Exercise aim. All records are to be transcribed in full; any pictures among them are to be skipped.

Task inputs.
'''
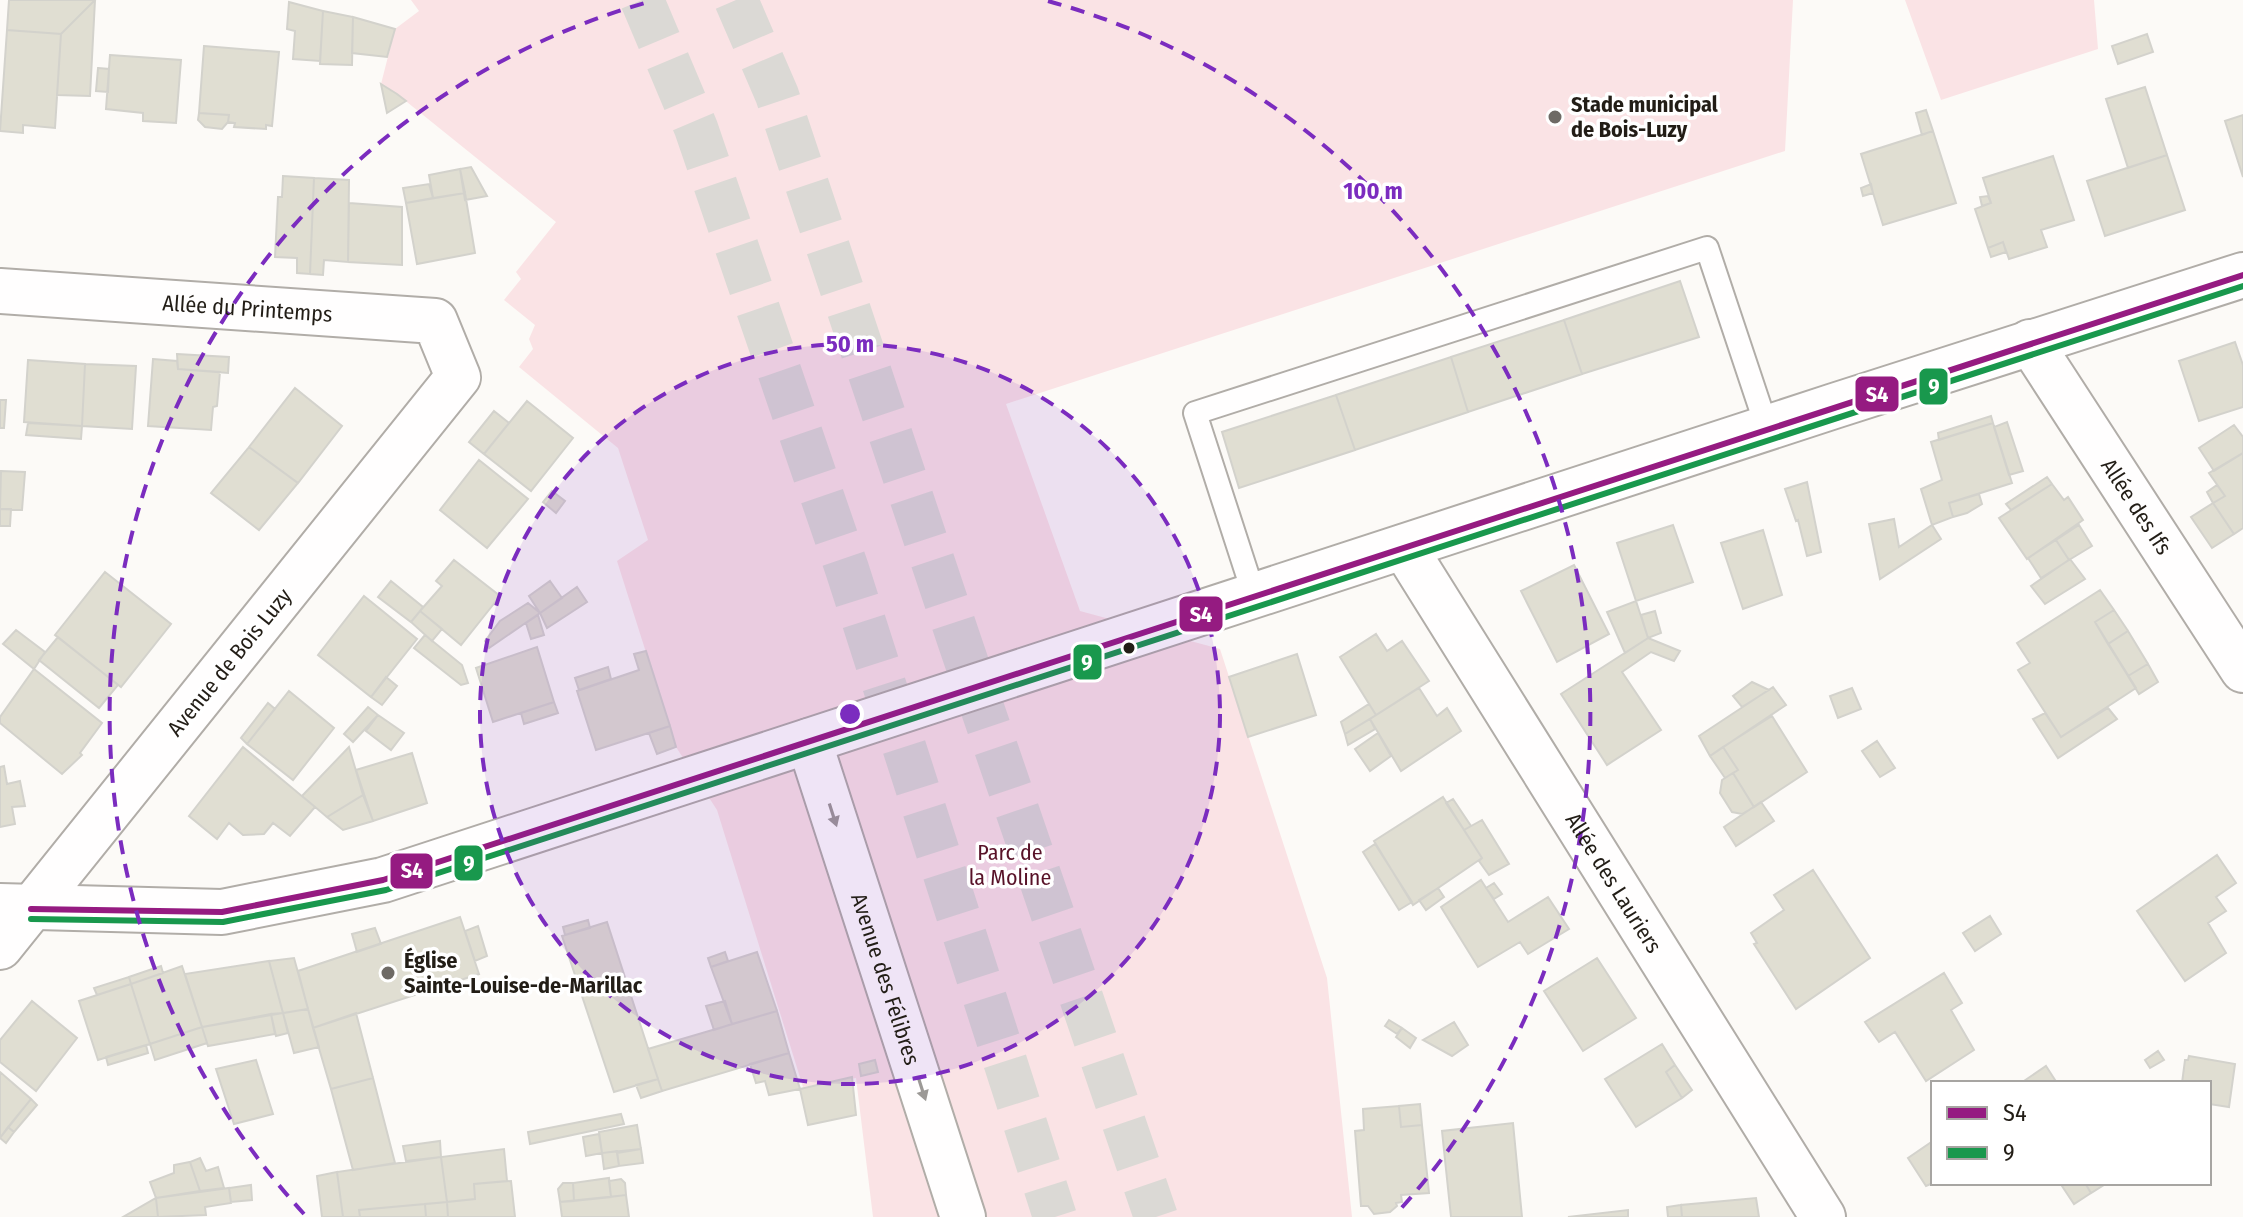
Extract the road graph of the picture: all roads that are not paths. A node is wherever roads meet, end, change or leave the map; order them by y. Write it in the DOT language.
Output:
graph roads {
  1 [pos="2243,275"];
  2 [pos="0,291"];
  3 [pos="2030,342"];
  4 [pos="458,377"];
  5 [pos="1767,428"];
  6 [pos="1404,547"];
  7 [pos="1254,595"];
  8 [pos="2243,670"];
  9 [pos="809,741"];
  10 [pos="15,907"];
  11 [pos="0,947"];
  12 [pos="963,1217"];
  13 [pos="1823,1217"];
  1 -- 3 [label="street"];
  2 -- 4 [label="street, Allée du Printemps"];
  3 -- 5 [label="street"];
  3 -- 8 [label="street, Allée des Ifs"];
  4 -- 10 [label="street, Avenue de Bois Luzy"];
  5 -- 6 [label="street"];
  5 -- 7 [label="lane"];
  6 -- 7 [label="street"];
  6 -- 13 [label="street, Allée des Lauriers"];
  7 -- 9 [label="street"];
  9 -- 10 [label="street"];
  9 -- 12 [label="street, Avenue des Félibres, one-way"];
  10 -- 11 [label="street, Avenue de Bois Luzy"];
}
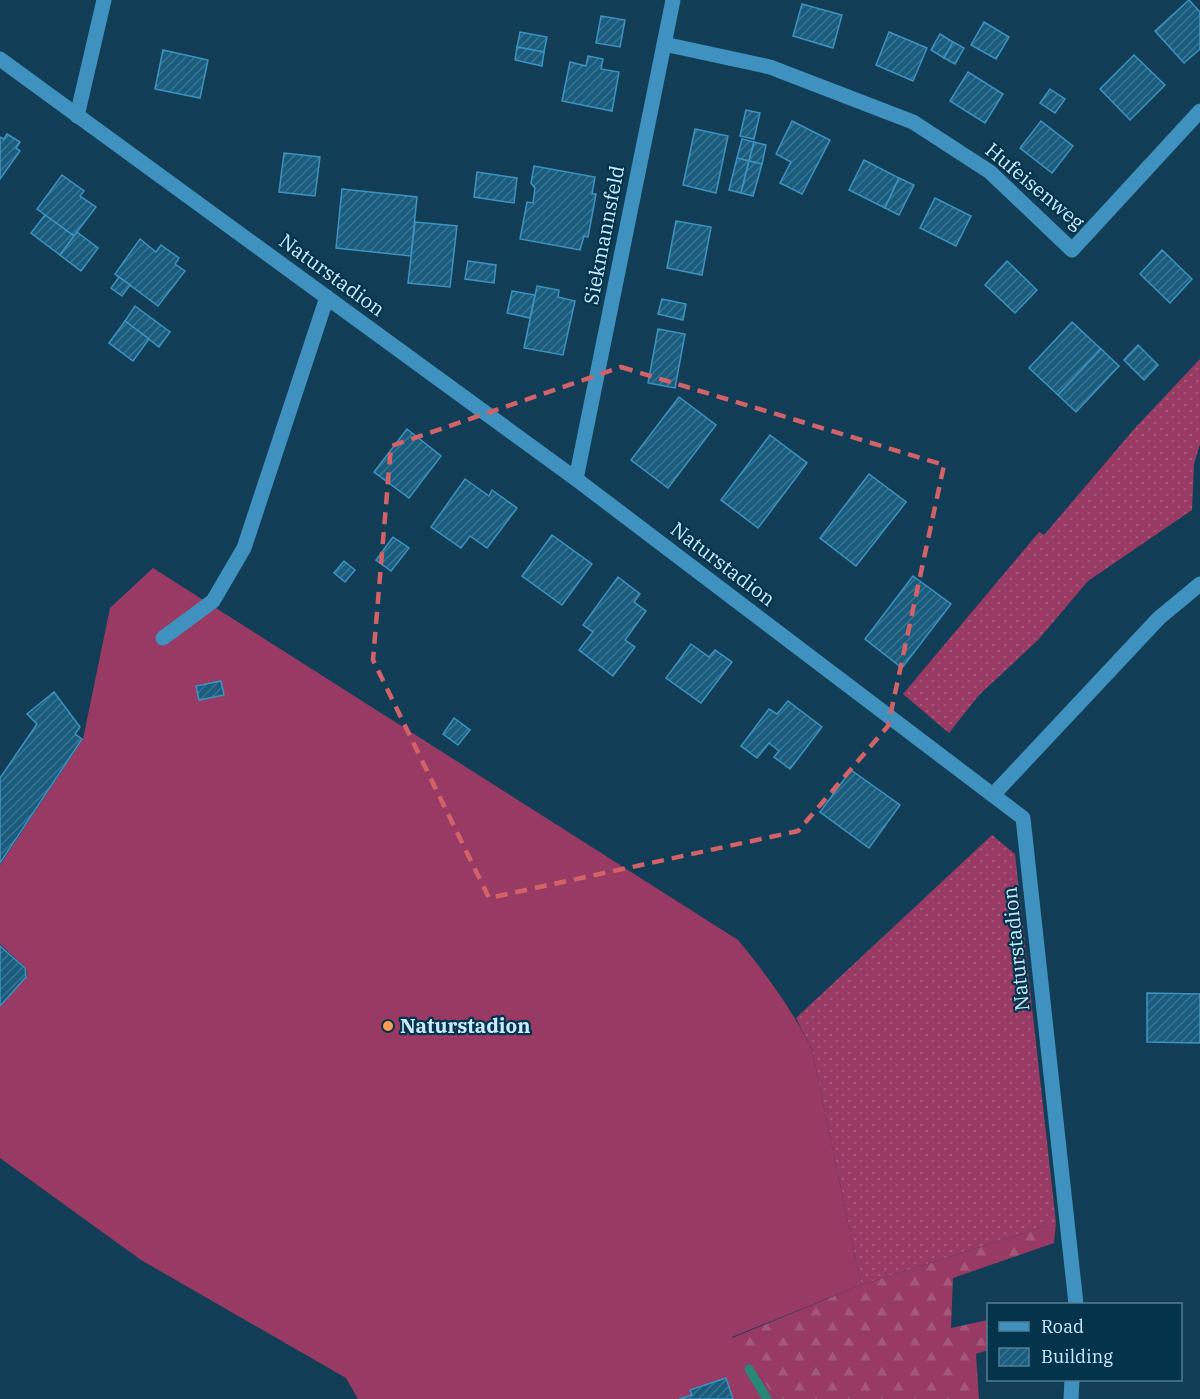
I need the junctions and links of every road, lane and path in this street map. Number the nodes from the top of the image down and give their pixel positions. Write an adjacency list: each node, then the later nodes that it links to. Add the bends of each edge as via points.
1 (104, 0): 6 (street)
2 (673, 0): 3 (street, Siekmannsfeld)
3 (664, 44): 5 (street, Hufeisenweg, via 770,67 913,122 990,172 1072,250); 8 (street, Siekmannsfeld)
4 (0, 59): 6 (street, Naturstadion)
5 (1200, 111)
6 (77, 116): 7 (street, Naturstadion)
7 (327, 297): 8 (street, Naturstadion); 10 (street, via 244,548 213,601)
8 (576, 479): 11 (street, Naturstadion)
9 (1200, 584): 11 (street, via 1159,618)
10 (163, 638)
11 (993, 795): 12 (street, Naturstadion, via 1023,818)
12 (1076, 1303)
13 (1072, 1381): 14 (street)
14 (1071, 1399)

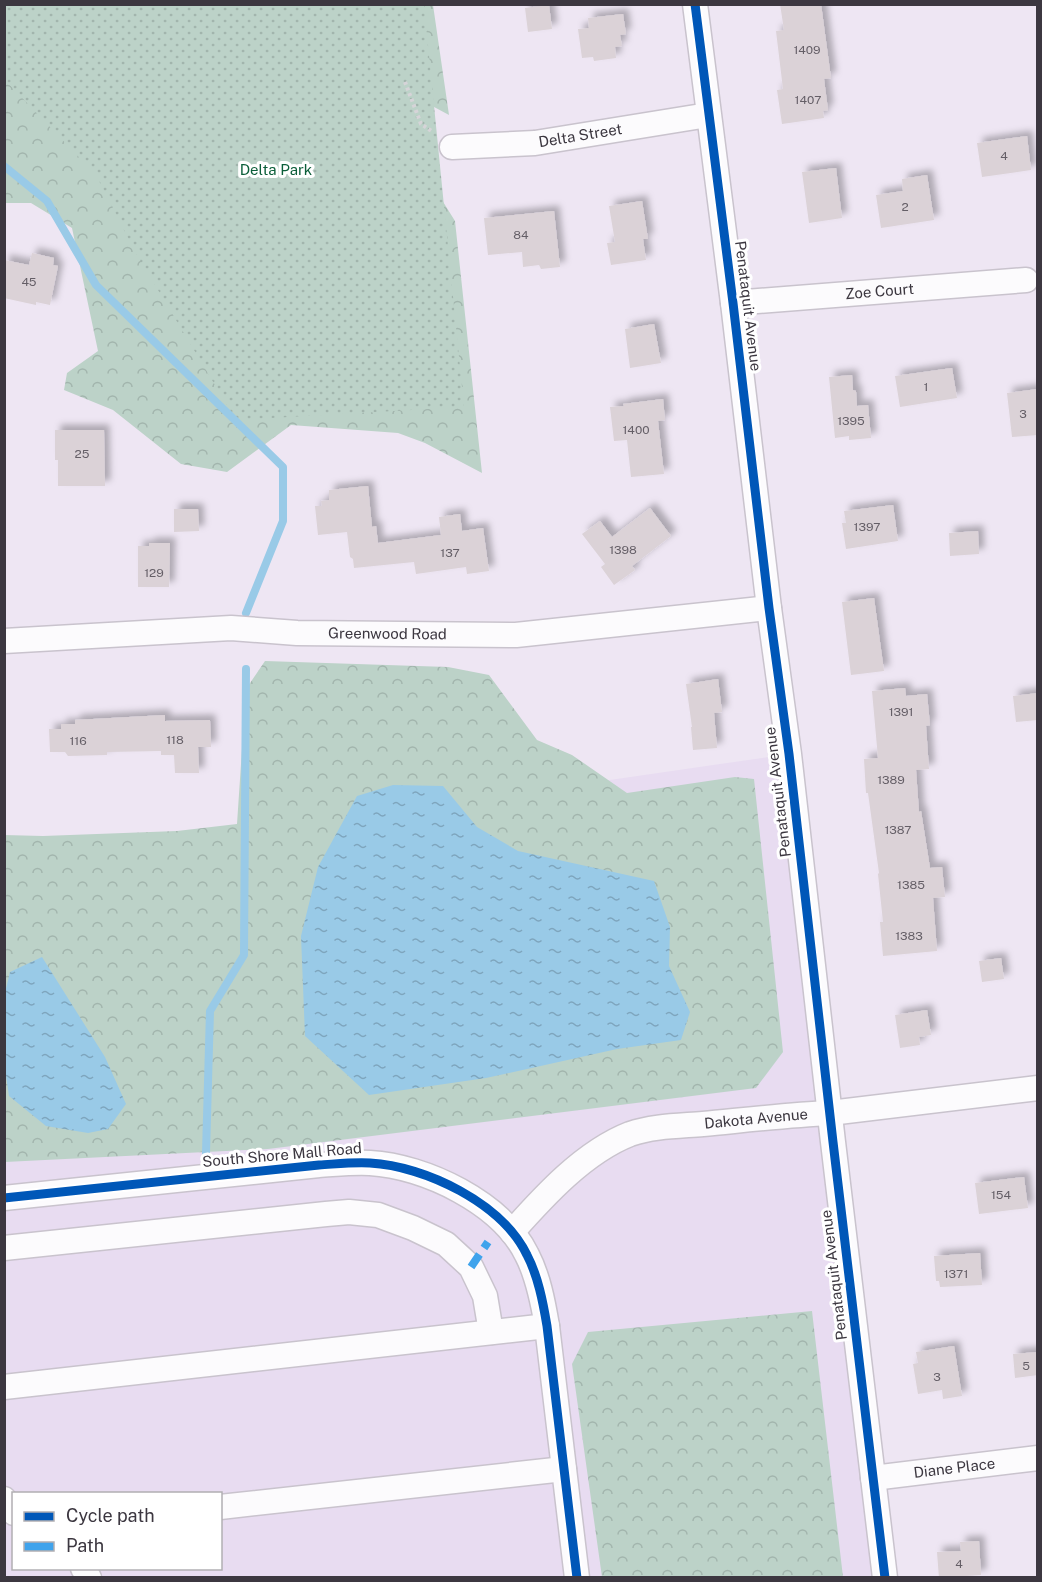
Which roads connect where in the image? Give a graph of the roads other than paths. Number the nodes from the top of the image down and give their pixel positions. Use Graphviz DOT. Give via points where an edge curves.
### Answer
graph roads {
  1 [pos="695,4"];
  2 [pos="708,115"];
  3 [pos="452,147"];
  4 [pos="1026,280"];
  5 [pos="733,303"];
  6 [pos="769,609"];
  7 [pos="4,641"];
  8 [pos="1038,1088"];
  9 [pos="830,1113"];
  10 [pos="4,1198"];
  11 [pos="512,1232"];
  12 [pos="4,1248"];
  13 [pos="547,1326"];
  14 [pos="491,1332"];
  15 [pos="4,1387"];
  16 [pos="1038,1458"];
  17 [pos="564,1469"];
  18 [pos="873,1478"];
  19 [pos="222,1506"];
  20 [pos="577,1578"];
  21 [pos="885,1578"];
  1 -- 2 [label="street, Penataquit Avenue"];
  2 -- 3 [label="street, Delta Street" via="536,143"];
  2 -- 5 [label="street, Penataquit Avenue"];
  4 -- 5 [label="street, Zoe Court"];
  5 -- 6 [label="street, Penataquit Avenue"];
  6 -- 7 [label="street, Greenwood Road" via="516,635 297,633 231,628"];
  6 -- 9 [label="street, Penataquit Avenue"];
  8 -- 9 [label="street, Dakota Avenue"];
  9 -- 11 [label="street, Dakota Avenue" via="631,1134 600,1150 561,1179"];
  9 -- 18 [label="street, Penataquit Avenue"];
  10 -- 11 [label="street, South Shore Mall Road" via="369,1162 410,1169 444,1182 497,1216"];
  11 -- 13 [label="street, South Shore Mall Road" via="527,1255"];
  12 -- 14 [label="street" via="326,1214 378,1215 446,1244 471,1267 486,1296"];
  13 -- 14 [label="street"];
  13 -- 17 [label="street, South Shore Mall Road"];
  14 -- 15 [label="street"];
  16 -- 18 [label="street, Diane Place"];
  17 -- 19 [label="street"];
  17 -- 20 [label="street, South Shore Mall Road"];
  18 -- 21 [label="street, Penataquit Avenue"];
}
'''
Written response.
Extract the road graph of the picture: all roads that are not paths. A node is wherever roads meet, end, change or leave the map; order them by y. Write it in the DOT language.
Output:
graph roads {
  1 [pos="2243,275"];
  2 [pos="0,291"];
  3 [pos="2030,342"];
  4 [pos="458,377"];
  5 [pos="1767,428"];
  6 [pos="1404,547"];
  7 [pos="1254,595"];
  8 [pos="2243,670"];
  9 [pos="809,741"];
  10 [pos="15,907"];
  11 [pos="0,947"];
  12 [pos="963,1217"];
  13 [pos="1823,1217"];
  1 -- 3 [label="street"];
  2 -- 4 [label="street, Allée du Printemps"];
  3 -- 5 [label="street"];
  3 -- 8 [label="street, Allée des Ifs"];
  4 -- 10 [label="street, Avenue de Bois Luzy"];
  5 -- 6 [label="street"];
  5 -- 7 [label="lane"];
  6 -- 7 [label="street"];
  6 -- 13 [label="street, Allée des Lauriers"];
  7 -- 9 [label="street"];
  9 -- 10 [label="street"];
  9 -- 12 [label="street, Avenue des Félibres, one-way"];
  10 -- 11 [label="street, Avenue de Bois Luzy"];
}
I need the junctions and links of every road, lane and path in this street map. Number the nodes from the top of the image down and give their pixel positions. Write an adjacency list: each node, then the later nodes that it links to. Add the bends of each edge as via points.
1 (104, 0): 6 (street)
2 (673, 0): 3 (street, Siekmannsfeld)
3 (664, 44): 5 (street, Hufeisenweg, via 770,67 913,122 990,172 1072,250); 8 (street, Siekmannsfeld)
4 (0, 59): 6 (street, Naturstadion)
5 (1200, 111)
6 (77, 116): 7 (street, Naturstadion)
7 (327, 297): 8 (street, Naturstadion); 10 (street, via 244,548 213,601)
8 (576, 479): 11 (street, Naturstadion)
9 (1200, 584): 11 (street, via 1159,618)
10 (163, 638)
11 (993, 795): 12 (street, Naturstadion, via 1023,818)
12 (1076, 1303)
13 (1072, 1381): 14 (street)
14 (1071, 1399)

Which roads connect where in the image? Give a graph of the roads other than paths. Number the nodes from the top of the image down and give their pixel positions. Use Graphviz DOT. Give via points where an edge curves.
### Answer
graph roads {
  1 [pos="695,4"];
  2 [pos="708,115"];
  3 [pos="452,147"];
  4 [pos="1026,280"];
  5 [pos="733,303"];
  6 [pos="769,609"];
  7 [pos="4,641"];
  8 [pos="1038,1088"];
  9 [pos="830,1113"];
  10 [pos="4,1198"];
  11 [pos="512,1232"];
  12 [pos="4,1248"];
  13 [pos="547,1326"];
  14 [pos="491,1332"];
  15 [pos="4,1387"];
  16 [pos="1038,1458"];
  17 [pos="564,1469"];
  18 [pos="873,1478"];
  19 [pos="222,1506"];
  20 [pos="577,1578"];
  21 [pos="885,1578"];
  1 -- 2 [label="street, Penataquit Avenue"];
  2 -- 3 [label="street, Delta Street" via="536,143"];
  2 -- 5 [label="street, Penataquit Avenue"];
  4 -- 5 [label="street, Zoe Court"];
  5 -- 6 [label="street, Penataquit Avenue"];
  6 -- 7 [label="street, Greenwood Road" via="516,635 297,633 231,628"];
  6 -- 9 [label="street, Penataquit Avenue"];
  8 -- 9 [label="street, Dakota Avenue"];
  9 -- 11 [label="street, Dakota Avenue" via="631,1134 600,1150 561,1179"];
  9 -- 18 [label="street, Penataquit Avenue"];
  10 -- 11 [label="street, South Shore Mall Road" via="369,1162 410,1169 444,1182 497,1216"];
  11 -- 13 [label="street, South Shore Mall Road" via="527,1255"];
  12 -- 14 [label="street" via="326,1214 378,1215 446,1244 471,1267 486,1296"];
  13 -- 14 [label="street"];
  13 -- 17 [label="street, South Shore Mall Road"];
  14 -- 15 [label="street"];
  16 -- 18 [label="street, Diane Place"];
  17 -- 19 [label="street"];
  17 -- 20 [label="street, South Shore Mall Road"];
  18 -- 21 [label="street, Penataquit Avenue"];
}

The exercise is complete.